A medida que se acerca el final del ciclo, la producción de Gran Hermano parece decir (y obrar) en algo así como ‘Las reglas están para romperse’, y claro, no duda en quebrar su propio reglamento en pos del ansiado rating. Una vez más los habitantes de la casa, es decir, los exiguos seis participantes que quedan de los dieciocho originales, recibieron otra “sorpresa”, la visita del músico Coti Sorokin.

Como es habitual en las múltiples ediciones especiales de Gran Hermano, el programa fue conducido por Mariano Peluffo y Augusto Tartufoli, que luego de una breve introducción dieron paso a lo que pasaba en el SUM (la Sala de Usos Múltiples), en donde el cantautor rosarino Coti Sorokin cantaba “Nada fue un error”, mientras los chicos ingresaban al recinto.

El músico cantó para la reducida platea sus otros éxitos, “Si te vas”, y luego, “La canción del adiós” y “Diamante”, del disco “Gatos y palomas”.

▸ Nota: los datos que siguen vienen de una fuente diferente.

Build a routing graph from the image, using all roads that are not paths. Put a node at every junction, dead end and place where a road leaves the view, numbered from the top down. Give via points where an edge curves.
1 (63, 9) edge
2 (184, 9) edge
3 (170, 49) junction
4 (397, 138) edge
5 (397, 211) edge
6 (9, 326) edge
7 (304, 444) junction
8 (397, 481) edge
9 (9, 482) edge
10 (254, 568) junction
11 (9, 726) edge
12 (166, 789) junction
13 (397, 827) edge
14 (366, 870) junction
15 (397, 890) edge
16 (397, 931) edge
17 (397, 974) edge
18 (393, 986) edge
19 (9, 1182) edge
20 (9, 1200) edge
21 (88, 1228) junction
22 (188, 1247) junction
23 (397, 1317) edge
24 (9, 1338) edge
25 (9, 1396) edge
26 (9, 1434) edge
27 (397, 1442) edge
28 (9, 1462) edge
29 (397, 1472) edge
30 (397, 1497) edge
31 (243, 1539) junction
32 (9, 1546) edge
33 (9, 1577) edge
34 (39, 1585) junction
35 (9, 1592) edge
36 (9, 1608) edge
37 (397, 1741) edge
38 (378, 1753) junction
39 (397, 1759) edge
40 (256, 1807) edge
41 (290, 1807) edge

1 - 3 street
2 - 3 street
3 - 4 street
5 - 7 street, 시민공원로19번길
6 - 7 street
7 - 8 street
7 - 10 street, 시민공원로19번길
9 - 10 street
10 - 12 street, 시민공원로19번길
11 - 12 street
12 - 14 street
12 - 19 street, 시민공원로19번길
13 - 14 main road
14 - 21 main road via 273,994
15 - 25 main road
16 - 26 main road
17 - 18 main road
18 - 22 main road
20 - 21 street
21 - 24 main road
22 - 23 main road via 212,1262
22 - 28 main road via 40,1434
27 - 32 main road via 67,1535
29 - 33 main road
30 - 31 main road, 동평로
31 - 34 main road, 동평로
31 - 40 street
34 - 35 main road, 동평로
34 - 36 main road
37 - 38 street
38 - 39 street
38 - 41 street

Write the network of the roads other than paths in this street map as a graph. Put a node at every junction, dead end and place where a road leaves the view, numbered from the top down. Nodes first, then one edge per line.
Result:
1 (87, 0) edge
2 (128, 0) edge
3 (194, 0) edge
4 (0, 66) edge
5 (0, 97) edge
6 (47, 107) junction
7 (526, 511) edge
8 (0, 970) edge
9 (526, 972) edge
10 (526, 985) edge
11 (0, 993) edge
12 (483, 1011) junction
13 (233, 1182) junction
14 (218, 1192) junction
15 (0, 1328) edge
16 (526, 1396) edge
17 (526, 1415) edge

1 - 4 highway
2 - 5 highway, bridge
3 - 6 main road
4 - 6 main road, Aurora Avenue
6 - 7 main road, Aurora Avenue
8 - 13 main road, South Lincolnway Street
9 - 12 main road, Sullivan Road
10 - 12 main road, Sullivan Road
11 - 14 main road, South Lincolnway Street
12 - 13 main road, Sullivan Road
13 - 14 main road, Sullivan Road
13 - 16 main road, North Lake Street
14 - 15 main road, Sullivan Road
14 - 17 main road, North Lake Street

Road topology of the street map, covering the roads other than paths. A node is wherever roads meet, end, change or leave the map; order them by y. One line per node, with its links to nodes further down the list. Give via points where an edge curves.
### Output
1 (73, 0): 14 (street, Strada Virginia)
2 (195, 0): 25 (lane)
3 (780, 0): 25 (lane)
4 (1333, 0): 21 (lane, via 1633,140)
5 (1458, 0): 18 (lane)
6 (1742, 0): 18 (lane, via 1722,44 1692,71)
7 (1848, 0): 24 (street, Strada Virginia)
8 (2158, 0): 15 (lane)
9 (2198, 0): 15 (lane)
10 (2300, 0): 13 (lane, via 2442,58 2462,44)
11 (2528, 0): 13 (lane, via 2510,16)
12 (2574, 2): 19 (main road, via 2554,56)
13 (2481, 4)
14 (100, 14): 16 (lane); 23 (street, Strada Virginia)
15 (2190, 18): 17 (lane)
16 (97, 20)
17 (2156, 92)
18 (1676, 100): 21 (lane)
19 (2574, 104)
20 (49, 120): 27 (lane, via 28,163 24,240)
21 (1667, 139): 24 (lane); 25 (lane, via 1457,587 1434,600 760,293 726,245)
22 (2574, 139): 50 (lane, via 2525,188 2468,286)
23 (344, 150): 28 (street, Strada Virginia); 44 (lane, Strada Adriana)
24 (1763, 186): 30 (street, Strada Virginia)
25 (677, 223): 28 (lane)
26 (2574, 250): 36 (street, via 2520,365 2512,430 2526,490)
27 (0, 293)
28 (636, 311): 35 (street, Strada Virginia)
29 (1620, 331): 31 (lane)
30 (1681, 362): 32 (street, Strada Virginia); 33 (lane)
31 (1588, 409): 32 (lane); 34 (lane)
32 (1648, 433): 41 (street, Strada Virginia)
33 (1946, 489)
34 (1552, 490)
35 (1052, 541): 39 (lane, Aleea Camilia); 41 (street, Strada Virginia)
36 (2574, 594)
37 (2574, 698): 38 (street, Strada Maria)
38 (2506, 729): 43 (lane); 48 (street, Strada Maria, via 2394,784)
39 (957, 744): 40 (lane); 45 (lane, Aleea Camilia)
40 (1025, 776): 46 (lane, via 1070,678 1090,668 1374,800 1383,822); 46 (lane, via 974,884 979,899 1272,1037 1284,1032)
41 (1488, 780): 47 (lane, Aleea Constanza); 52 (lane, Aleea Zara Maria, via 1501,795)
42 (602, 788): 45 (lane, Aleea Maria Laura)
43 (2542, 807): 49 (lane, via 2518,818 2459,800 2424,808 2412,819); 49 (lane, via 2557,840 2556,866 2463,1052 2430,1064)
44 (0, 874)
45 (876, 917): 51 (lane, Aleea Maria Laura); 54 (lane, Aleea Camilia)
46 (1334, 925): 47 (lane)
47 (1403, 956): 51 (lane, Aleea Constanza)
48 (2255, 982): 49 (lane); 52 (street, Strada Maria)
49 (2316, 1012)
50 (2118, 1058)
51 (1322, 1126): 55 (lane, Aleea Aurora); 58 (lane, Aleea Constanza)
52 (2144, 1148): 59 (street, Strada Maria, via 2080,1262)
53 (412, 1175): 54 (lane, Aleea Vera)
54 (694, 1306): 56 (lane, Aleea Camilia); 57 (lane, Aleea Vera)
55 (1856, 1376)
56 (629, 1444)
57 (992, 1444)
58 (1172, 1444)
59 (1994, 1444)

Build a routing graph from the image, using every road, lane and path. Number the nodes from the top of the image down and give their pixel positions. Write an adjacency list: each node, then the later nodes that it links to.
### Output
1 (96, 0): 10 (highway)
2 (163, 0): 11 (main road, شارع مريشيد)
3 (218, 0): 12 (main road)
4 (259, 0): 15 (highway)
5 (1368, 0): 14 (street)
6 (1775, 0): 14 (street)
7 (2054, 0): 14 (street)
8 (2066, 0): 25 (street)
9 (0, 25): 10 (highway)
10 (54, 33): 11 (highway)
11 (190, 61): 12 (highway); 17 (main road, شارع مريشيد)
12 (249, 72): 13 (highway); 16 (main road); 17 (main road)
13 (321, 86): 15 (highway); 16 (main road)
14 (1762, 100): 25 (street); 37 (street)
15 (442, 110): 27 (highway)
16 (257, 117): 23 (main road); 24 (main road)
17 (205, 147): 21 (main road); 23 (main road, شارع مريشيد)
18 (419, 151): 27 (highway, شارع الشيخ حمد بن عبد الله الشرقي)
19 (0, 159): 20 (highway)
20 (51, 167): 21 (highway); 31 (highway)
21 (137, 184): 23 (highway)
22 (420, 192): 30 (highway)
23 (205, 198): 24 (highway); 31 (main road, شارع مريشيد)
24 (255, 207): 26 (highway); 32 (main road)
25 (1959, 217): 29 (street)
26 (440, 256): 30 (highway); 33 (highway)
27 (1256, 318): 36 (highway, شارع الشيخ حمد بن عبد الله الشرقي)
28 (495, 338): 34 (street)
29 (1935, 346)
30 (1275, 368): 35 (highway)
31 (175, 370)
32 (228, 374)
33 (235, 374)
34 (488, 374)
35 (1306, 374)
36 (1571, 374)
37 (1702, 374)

Pero como se sabe los tiempos de la tele son tiranos -y ni hablar del despiadado rating minuto a minuto-, y justo cuando Coti, distendido y copa en mano, se disponía a conversar con los chicos, fue llamado al orden por GH para que cumpliera lo convenido y presentara el videoclip de difusión, justamente “La canción del adiós”, que había cantado en vivo unos minutos antes.

Ya en el estudio, Mariano Peluffo resaltaban lo bien que lo estaban pasando todos (es decir, los chicos con el músico y los espectadores, que habían visto al músico con los chicos) y adelantaban que luego de la visita de Sorokin habría otra sorpresa: una búsqueda del tesoro con el premio de una moto.

La visita del músico fue corta, apenas se vio a los participantes interrogando al rosarino con agudeza periodística, como por ejemplo si alguna vez había sentido que podía llegar a donde esta, y la respuesta, jugada, casi al límite: “Yo superé ampliamente ese sueño”.

Concluida la visita, los chicos vieron la moto en el patio y empezaron la búsqueda de alguna de las treinta llaves diseminadas por la casa, y claro, alguna de ellas sería la que pusiera en marcha el preciado vehículo y el feliz poseedor de la misma se la llevaría a su casa.

Para resumir, luego de veinticinco minutos y después de muchas ayudas (“caliente”, “frió”, “tibio”) se nota que los participantes no estaban en su mejor momento y había encontrado apenas siete llaves. Felizmente una era la correcta y la moto arrancó con una de las llaves que tenía Mariela.

Otra vez al interior de la casa y apareció una torta, con el correspondiente logo del programa, para festejar los cien días de… encierro.

No faltaron las palabras sentidas -estimuladas por la voz omnipresente de GH- de cada uno de los integrantes y ya está. Hasta mañana, cuando otra vez, en la gala de nominaciones, los seis chicos elijan entre ellos quién puede ser que sea el próximo eliminado.